=== PROVIDED DATA ===

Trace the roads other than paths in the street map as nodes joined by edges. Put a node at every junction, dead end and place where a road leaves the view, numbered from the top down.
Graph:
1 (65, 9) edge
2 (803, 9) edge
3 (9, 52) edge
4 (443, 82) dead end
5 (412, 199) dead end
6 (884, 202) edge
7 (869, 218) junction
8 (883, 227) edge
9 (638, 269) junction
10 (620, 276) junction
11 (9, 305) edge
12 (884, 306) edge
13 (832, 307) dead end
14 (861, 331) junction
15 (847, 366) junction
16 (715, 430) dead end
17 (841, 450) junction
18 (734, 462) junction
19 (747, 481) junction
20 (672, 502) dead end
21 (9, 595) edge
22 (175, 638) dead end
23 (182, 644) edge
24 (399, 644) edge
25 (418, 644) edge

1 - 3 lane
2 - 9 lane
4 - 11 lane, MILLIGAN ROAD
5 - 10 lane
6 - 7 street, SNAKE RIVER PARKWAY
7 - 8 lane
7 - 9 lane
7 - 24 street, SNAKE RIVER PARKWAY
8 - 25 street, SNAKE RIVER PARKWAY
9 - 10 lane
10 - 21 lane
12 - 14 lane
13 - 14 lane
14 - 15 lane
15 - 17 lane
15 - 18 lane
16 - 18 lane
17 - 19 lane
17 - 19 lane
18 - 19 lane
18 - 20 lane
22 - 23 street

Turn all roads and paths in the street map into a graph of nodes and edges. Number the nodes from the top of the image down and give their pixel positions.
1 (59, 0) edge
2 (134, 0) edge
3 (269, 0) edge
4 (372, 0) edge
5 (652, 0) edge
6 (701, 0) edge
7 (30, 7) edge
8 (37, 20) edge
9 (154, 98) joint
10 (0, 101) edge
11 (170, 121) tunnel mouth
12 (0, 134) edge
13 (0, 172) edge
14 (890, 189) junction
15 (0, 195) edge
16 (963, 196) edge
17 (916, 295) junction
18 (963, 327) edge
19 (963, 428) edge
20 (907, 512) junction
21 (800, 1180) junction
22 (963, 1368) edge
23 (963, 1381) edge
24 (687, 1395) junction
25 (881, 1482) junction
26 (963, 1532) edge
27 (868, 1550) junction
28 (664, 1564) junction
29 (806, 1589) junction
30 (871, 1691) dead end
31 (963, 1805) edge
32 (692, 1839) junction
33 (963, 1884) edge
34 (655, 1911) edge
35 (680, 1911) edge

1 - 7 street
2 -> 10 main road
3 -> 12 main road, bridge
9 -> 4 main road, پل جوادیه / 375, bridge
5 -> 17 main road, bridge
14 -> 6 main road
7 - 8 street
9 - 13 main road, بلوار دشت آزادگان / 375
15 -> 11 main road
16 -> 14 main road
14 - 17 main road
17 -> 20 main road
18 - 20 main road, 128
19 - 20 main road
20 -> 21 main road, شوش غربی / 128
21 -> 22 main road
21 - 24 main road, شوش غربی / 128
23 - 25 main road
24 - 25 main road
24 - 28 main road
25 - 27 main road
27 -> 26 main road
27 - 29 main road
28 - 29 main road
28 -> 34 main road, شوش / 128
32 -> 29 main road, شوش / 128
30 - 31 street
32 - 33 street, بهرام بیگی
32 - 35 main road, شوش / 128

===

WORK INSTRUCTIONS -> If a line of the data contains the word "from", it counts toward the total; state that total alone.

EXERCISE RESPONSE -> 2